Hospital sued over serious injuries in suicide attempt
A woman who became paraplegic after jumping from the third-floor podium of Union Hospital is suing the hospital for more than HK$25 million for failing to stop her harming herself.
Chan Yin-na, 31, is alleging in the Court of First Instance that the hospital's staff and consulting psychiatrist Leo Chiu Pak-wang failed to recognise that she was suffering from severe suicidal tendencies at the time of her admission on October 8, 2000, or throughout the period leading up to her suicide attempt two days later.
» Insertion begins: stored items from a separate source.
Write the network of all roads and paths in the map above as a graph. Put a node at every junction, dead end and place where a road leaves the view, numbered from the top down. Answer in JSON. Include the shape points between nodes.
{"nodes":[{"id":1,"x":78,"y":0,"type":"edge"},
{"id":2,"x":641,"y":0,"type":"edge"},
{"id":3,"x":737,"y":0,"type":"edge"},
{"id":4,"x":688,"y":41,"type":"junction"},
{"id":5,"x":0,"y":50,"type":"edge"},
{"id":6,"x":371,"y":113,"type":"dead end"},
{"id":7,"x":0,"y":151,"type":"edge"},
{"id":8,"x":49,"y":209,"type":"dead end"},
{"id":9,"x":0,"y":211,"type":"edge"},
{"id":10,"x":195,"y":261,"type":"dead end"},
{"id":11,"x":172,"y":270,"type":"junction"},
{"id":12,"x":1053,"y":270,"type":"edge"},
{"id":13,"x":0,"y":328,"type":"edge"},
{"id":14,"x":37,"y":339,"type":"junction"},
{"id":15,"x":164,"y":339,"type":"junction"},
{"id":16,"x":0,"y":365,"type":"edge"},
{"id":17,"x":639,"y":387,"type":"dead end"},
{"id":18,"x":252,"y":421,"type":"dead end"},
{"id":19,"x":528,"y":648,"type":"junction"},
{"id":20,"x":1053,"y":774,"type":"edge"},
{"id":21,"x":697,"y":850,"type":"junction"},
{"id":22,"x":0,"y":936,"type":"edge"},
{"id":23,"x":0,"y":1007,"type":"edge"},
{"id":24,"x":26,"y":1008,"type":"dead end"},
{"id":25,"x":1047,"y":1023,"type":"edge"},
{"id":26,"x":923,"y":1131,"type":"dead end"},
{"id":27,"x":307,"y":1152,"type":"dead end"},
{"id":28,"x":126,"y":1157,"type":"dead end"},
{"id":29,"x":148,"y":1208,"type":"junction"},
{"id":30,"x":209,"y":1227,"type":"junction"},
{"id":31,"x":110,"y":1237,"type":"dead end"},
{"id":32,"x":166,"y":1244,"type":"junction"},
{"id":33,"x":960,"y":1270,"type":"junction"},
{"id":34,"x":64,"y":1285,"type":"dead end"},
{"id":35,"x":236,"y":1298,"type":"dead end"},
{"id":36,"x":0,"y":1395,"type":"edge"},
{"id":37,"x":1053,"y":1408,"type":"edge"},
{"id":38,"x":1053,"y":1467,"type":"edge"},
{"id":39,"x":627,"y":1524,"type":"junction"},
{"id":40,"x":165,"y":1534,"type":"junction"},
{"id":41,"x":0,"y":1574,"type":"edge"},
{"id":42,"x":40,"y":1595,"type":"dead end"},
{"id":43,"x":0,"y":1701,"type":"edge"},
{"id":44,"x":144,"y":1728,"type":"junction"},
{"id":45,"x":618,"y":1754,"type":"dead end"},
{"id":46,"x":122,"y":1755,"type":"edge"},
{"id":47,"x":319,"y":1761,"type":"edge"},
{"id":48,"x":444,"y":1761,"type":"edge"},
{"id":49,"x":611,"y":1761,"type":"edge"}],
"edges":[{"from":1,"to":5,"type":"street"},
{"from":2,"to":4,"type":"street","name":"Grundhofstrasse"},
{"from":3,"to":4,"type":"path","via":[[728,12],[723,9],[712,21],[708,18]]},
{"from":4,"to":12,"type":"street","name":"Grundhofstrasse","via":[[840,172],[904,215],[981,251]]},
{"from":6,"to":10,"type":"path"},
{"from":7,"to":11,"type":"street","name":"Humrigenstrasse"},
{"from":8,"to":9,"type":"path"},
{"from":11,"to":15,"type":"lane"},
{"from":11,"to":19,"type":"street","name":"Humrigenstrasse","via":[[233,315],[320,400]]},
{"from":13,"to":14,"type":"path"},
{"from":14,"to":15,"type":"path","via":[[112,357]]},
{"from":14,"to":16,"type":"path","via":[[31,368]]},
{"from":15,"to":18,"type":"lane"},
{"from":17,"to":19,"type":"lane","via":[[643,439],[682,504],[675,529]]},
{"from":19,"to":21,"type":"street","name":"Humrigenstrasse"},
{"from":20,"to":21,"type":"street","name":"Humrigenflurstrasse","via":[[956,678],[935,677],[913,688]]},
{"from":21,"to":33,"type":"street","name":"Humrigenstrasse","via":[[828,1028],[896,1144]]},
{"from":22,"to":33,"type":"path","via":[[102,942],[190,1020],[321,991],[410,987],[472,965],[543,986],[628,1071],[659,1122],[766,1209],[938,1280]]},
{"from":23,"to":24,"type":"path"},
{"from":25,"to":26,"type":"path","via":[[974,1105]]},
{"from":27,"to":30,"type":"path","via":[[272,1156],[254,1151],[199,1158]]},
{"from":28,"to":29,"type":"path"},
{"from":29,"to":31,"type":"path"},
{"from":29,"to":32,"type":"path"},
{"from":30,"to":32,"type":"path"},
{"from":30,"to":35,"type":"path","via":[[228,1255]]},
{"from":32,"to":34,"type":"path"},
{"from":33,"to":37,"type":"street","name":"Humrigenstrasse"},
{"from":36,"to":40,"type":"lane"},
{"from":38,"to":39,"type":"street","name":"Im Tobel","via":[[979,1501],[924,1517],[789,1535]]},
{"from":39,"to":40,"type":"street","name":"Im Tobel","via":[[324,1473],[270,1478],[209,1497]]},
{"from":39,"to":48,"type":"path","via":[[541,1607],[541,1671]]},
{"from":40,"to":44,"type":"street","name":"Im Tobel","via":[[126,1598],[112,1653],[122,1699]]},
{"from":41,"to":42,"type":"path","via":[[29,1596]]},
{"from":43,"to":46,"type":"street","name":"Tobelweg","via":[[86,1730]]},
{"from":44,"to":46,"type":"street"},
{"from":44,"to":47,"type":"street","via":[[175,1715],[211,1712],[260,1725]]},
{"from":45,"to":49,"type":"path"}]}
As a consequence of that failure, it is alleged, no adequate precautions were put in place either to supervise her or stop her trying to take her own life.
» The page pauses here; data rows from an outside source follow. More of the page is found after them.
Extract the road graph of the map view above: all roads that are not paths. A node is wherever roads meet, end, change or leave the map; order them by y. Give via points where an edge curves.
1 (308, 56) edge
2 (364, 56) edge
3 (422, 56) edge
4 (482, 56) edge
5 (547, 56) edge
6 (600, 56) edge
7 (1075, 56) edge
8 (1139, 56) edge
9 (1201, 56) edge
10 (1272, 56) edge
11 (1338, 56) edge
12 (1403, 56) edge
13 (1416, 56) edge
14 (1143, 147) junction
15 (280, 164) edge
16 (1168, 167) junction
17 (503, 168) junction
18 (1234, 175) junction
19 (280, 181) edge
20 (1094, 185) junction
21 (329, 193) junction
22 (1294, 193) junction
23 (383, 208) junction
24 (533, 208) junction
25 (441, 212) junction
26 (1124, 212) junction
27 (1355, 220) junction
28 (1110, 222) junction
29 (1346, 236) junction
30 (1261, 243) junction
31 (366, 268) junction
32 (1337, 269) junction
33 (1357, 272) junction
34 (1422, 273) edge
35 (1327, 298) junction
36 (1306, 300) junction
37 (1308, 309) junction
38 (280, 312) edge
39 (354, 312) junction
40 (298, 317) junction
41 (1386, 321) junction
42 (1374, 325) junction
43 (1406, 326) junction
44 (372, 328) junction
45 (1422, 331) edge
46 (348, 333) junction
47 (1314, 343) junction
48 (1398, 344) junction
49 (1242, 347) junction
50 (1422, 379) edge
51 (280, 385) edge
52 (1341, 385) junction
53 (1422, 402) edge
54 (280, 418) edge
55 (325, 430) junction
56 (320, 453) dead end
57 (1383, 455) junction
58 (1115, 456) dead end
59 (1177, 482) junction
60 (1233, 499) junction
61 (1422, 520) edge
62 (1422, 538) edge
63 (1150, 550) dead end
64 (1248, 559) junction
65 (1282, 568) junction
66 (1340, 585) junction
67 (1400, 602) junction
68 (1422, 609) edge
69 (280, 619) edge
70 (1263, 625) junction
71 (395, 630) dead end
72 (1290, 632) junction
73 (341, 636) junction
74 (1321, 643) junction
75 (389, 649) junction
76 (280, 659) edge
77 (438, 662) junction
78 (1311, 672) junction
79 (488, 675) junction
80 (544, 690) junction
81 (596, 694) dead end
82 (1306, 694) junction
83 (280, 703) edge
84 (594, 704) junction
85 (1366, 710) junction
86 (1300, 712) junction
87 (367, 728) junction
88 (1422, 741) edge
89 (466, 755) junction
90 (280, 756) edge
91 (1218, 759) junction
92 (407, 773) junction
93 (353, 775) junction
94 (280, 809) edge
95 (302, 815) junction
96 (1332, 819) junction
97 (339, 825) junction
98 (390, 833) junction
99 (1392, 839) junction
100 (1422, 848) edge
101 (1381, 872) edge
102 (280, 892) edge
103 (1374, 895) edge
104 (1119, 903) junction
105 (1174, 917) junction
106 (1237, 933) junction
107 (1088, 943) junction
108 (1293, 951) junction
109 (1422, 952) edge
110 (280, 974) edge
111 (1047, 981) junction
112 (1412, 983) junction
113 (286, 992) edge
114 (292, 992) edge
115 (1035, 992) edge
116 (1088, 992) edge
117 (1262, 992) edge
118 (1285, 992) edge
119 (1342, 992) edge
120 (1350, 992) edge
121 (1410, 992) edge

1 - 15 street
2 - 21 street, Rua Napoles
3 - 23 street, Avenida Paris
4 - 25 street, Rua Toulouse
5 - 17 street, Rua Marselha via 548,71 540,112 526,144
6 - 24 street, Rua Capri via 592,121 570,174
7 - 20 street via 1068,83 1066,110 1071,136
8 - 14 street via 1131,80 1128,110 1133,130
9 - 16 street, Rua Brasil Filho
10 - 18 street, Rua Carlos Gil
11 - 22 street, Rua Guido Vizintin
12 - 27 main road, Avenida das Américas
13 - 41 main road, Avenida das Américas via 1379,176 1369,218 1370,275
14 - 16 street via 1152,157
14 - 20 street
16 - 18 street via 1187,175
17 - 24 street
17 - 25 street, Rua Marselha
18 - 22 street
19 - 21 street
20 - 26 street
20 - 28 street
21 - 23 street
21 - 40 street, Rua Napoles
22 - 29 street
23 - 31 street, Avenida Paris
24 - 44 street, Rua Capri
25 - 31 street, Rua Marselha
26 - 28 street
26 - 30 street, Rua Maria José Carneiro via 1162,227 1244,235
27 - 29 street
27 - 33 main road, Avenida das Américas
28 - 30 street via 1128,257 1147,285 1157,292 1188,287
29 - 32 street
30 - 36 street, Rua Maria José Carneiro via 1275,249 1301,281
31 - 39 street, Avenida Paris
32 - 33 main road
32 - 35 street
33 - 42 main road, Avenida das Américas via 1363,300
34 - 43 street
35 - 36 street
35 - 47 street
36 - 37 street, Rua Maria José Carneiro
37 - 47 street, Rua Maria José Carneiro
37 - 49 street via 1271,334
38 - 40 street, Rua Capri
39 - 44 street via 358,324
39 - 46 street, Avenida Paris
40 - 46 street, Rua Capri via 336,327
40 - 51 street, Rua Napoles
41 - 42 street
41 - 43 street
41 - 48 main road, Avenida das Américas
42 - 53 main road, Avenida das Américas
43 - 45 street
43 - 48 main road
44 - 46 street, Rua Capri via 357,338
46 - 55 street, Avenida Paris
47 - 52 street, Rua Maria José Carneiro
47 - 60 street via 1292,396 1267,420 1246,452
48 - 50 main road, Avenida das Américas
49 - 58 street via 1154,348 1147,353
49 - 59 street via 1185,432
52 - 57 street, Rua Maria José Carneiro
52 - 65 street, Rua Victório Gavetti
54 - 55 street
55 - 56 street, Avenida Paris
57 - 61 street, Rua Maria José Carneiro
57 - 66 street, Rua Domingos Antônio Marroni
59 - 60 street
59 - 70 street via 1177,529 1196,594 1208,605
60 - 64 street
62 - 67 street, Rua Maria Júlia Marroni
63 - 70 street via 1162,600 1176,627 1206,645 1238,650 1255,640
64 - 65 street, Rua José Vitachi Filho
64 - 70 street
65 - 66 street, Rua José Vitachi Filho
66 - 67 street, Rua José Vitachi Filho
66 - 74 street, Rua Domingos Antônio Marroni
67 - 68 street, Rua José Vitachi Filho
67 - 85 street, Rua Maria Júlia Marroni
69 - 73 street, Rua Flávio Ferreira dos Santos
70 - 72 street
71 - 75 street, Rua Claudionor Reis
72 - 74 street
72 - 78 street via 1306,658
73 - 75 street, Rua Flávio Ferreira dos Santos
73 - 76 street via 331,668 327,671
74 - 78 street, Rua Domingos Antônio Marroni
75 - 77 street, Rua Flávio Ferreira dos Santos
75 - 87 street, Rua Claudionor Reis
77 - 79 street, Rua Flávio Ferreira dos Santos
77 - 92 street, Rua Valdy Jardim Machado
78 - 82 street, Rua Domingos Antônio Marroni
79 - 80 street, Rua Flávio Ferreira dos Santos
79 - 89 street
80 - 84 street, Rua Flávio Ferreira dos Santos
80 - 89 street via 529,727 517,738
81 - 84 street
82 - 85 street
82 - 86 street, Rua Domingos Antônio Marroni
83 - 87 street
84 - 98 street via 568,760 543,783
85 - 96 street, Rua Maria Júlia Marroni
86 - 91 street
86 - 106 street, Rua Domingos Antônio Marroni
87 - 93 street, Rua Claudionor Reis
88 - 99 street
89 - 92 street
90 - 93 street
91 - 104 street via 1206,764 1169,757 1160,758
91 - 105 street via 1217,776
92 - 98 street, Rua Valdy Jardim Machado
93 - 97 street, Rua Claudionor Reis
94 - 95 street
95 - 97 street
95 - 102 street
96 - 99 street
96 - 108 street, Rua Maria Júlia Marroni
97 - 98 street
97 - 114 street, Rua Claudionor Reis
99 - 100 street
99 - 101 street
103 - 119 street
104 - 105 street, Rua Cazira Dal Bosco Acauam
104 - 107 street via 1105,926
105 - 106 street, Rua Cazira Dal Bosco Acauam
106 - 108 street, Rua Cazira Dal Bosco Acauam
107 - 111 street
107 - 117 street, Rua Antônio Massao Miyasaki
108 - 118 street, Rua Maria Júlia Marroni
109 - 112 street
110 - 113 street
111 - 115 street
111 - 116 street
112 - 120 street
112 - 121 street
Ms Chan was admitted to the hospital after being diagnosed with post-natal depression. She had been in and out of several other hospitals in the month leading up to her trip to Union Hospital, and according to her counsel, Ruy Baretto SC, had been diagnosed as being in a state of depression with suicidal thoughts.
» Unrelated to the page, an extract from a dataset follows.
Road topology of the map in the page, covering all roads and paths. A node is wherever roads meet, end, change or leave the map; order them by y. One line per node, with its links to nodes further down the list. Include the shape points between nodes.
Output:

She had received various forms of treatment at those institutions, he said.
Ms Chan had attended Alice Ho Miu Ling Nethersole Hospital on October 7 complaining of suicidal thoughts and while there had, Mr Baretto said, attempted suicide.
At Union Hospital, Ms Chan was attended by Dr Chiu, who it is alleged did not do enough to compile a complete patient history. Had he done so, Mr Baretto said, it would have been clear that Ms Chan was in a serious state of depression and constituted a high suicide risk.
Mr Baretto noted that Union Hospital does not claim to provide facilities for people suffering from serious psychiatric disorders.
Even if Dr Chiu's initial diagnosis of her constituting a mild suicide risk was justified, it should have become clear as time went on and more was found out about her situation that the risk was anything but mild, Mr Baretto said.
'If the correct facts were known ... [Dr Chiu] should have advised her to go to a public hospital with facilities for psychiatric care or put in place suicide precautions,' he said.
Counsel for Dr Chiu, John Bleach SC, demanded a description of exactly what precautions Mr Baretto was suggesting had been neglected.
'It's a simple question,' Mr Bleach said in one of many heated exchanges. 'We want to know what your case is.'
Mr Baretto, after insisting that the nature of the exact precautions depended on the diagnosis and ongoing monitoring of the patient, agreed at the prodding of Mr Justice Azizul Suffiad to prepare a list for Mr Bleach in time for the trial to continue today.